Self-segregation by affluent whites in contemporary America

The Atlantic reports: Last summer, the Michigan town of Grosse Pointe Park erected a farmer’s market in the middle of one of the few remaining streets that allowed cars to pass between the tony suburb and the urban Detroit neighborhoods at its border. It was the latest of many attempts by Grosse Pointe Park residents to close off roads and block traffic between what has become a predominantly white, affluent suburb, and its poorer, urban neighbor.

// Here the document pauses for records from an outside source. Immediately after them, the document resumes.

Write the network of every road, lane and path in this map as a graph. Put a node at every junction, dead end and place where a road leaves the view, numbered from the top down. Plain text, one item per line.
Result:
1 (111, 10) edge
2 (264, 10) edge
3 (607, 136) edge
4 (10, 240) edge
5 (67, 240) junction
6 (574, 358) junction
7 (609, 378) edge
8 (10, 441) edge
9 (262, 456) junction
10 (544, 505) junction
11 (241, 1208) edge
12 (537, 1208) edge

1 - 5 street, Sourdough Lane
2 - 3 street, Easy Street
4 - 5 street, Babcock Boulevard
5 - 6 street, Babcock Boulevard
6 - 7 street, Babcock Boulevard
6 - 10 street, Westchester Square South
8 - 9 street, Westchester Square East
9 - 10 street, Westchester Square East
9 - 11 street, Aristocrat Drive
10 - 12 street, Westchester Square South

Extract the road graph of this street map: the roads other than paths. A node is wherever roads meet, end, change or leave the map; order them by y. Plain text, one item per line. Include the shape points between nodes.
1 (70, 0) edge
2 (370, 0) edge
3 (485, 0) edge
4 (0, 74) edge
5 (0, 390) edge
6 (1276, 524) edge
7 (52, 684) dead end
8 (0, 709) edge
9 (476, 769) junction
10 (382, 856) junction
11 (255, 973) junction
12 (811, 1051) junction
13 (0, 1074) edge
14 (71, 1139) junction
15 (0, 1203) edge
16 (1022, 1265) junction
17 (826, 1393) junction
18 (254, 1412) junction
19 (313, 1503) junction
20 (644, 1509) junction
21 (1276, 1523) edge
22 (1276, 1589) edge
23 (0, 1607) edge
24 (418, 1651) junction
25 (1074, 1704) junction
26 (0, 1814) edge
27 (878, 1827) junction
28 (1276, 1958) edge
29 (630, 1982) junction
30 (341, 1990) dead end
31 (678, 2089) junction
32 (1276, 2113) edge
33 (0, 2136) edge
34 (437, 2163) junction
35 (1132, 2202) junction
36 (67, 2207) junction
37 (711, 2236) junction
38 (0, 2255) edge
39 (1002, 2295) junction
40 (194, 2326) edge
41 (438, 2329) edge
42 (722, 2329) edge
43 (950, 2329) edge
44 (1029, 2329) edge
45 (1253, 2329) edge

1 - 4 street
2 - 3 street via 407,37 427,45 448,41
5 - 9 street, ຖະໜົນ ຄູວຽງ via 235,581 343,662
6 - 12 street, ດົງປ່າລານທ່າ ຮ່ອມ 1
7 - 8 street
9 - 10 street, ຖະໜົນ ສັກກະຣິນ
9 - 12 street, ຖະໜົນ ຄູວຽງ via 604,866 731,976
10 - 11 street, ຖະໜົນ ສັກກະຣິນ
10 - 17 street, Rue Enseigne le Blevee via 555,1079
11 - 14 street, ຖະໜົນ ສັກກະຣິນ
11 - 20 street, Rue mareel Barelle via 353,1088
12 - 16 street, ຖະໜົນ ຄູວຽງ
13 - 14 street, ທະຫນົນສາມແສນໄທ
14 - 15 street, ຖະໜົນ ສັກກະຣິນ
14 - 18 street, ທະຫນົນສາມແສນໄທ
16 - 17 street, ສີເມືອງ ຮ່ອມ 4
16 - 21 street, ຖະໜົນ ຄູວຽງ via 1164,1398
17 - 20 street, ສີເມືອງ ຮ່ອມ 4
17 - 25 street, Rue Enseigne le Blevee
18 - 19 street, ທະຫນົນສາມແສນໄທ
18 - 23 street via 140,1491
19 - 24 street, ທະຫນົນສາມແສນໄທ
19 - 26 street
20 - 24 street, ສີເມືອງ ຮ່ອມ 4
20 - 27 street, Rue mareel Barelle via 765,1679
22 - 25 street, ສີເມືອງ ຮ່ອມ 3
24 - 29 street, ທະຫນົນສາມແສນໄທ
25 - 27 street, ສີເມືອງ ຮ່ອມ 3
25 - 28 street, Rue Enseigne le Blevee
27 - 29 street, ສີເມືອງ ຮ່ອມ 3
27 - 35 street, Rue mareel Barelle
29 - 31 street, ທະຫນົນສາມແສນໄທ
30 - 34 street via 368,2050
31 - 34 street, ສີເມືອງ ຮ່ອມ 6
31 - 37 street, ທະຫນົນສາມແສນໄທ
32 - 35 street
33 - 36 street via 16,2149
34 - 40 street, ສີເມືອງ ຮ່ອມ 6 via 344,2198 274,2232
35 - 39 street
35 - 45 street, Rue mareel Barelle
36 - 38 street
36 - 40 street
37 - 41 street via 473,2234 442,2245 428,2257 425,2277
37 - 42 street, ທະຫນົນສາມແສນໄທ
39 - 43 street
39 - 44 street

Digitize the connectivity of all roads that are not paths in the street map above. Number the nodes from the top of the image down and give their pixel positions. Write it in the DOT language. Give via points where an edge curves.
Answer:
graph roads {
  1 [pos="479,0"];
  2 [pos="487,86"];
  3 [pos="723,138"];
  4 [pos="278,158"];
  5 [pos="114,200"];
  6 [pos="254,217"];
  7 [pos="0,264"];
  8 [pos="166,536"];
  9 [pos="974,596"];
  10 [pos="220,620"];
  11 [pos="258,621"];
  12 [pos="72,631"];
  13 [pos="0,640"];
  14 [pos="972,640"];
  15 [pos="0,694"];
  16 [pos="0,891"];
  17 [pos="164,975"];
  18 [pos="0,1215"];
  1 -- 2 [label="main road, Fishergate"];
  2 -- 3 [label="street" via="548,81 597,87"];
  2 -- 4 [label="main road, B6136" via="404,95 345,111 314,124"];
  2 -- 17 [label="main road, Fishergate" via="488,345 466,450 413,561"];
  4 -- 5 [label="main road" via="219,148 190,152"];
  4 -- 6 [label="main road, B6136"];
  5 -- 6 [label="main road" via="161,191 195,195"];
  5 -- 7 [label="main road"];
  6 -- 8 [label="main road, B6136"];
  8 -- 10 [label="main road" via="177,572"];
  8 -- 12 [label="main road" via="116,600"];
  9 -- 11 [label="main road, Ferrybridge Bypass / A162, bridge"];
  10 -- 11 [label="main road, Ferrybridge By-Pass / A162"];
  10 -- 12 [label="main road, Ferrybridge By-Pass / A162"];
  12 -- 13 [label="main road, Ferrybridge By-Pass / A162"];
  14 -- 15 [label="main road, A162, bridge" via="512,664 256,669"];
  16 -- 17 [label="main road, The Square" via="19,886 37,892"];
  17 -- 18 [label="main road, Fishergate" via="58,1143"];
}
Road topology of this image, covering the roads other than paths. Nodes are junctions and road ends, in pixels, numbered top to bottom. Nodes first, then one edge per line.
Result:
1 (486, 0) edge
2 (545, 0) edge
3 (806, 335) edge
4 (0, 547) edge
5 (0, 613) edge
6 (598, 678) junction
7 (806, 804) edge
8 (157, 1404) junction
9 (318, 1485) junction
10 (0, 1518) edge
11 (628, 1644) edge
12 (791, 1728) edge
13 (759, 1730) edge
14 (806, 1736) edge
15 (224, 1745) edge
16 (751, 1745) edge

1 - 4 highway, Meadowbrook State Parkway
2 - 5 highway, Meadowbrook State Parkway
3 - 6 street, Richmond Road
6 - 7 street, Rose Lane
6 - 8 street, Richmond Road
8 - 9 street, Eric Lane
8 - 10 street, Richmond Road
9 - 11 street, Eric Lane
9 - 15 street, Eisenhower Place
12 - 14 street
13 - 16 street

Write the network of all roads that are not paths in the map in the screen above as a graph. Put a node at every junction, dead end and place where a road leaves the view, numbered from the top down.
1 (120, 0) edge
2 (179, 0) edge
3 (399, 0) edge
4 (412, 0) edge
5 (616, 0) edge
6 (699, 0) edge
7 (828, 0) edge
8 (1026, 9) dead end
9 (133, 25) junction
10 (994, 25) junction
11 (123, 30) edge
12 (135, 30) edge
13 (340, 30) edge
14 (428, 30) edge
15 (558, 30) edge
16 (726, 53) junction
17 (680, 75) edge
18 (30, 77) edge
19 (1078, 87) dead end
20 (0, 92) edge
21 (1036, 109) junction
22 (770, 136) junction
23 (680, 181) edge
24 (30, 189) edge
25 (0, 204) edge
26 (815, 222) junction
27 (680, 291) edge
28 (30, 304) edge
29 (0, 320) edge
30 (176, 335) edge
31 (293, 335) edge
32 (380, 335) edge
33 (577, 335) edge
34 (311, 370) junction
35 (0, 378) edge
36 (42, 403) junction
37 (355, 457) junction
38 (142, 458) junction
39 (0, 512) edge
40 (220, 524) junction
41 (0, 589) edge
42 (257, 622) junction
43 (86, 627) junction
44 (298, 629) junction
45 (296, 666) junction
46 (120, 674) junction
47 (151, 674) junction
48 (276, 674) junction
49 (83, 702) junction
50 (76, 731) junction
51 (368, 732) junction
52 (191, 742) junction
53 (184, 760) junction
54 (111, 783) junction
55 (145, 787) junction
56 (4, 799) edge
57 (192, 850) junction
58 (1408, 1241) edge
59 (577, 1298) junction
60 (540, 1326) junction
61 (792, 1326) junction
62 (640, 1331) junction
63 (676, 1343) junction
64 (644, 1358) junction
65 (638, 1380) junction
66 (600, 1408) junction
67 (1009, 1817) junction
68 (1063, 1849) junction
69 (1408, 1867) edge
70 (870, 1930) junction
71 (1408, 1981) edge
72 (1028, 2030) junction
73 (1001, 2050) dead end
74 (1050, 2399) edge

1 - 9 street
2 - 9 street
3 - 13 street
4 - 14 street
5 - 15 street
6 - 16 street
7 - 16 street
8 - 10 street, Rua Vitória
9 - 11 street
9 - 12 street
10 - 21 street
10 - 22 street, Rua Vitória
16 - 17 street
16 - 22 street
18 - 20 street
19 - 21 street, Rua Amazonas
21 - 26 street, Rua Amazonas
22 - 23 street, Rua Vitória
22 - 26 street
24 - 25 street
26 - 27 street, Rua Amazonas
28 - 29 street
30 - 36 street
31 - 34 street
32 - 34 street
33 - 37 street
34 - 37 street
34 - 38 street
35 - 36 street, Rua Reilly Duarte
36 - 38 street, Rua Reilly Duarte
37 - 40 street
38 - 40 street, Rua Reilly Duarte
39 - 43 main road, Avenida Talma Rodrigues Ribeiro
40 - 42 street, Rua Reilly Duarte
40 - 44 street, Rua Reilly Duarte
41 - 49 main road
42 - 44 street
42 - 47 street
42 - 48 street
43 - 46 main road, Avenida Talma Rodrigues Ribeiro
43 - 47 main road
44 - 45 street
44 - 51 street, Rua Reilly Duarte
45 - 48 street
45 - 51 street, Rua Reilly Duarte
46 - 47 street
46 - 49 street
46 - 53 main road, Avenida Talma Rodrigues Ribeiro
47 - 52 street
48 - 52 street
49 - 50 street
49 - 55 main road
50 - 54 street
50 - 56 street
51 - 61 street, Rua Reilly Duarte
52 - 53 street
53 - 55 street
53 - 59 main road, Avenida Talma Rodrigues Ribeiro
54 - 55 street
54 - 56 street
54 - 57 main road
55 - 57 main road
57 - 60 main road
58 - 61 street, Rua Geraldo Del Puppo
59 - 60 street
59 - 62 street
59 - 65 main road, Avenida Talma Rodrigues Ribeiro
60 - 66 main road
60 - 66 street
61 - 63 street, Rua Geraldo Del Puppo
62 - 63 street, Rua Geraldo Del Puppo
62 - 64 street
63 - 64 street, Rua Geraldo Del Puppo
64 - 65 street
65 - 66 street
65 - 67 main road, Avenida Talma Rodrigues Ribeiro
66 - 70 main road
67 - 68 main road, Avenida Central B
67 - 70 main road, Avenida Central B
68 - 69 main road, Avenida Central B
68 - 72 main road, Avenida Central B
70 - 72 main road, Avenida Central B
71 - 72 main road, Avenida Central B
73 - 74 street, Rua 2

There were protests about the border, and Grosse Pointe Park later said it would tear down the farmer’s market and re-open the road, but the incident speaks volumes to the segregation that exists in Detroit, and the tensions that can grow as a result.

The fact that these two areas are so close is unique — the border between Grosse Pointe Park and the city of Detroit is the only place in any of America’s biggest cities where a very wealthy, predominantly-white area abuts a very poor, black one, according to research from a new working paper from the University of Minnesota. But the existence of self-segregated wealthy white areas close by low-income minority ones isn’t unique, according to the Minnesota researchers. They have sorted census tracts in 15 of America’s 20 biggest cities into “racially concentrated areas of affluence” and “racially concentrated areas of poverty,” and find that many cities have more areas of segregated affluence than they do poverty.

Racially concentrated areas of affluence, by the researchers’ definition, are census tracts where 90 percent or more of the population is white and the median income is at least four times the federal poverty level, adjusted for the cost of living in each city. Racially concentrated areas of poverty, by contrast, are census tracts where more than 50 percent of the population is non-white, and more than 40 percent live in poverty.

Detroit has 55 racially concentrated areas of affluence and 147 racially concentrated areas of poverty, according to the research, done by Ed Goetz, Tony Damiano, and Jason Hicks. Detroit’s racially concentrated areas of affluence are just 1.1 percent black. It’s racially concentrated areas of poverty, by contrast, are 76 percent black. [Continue reading…]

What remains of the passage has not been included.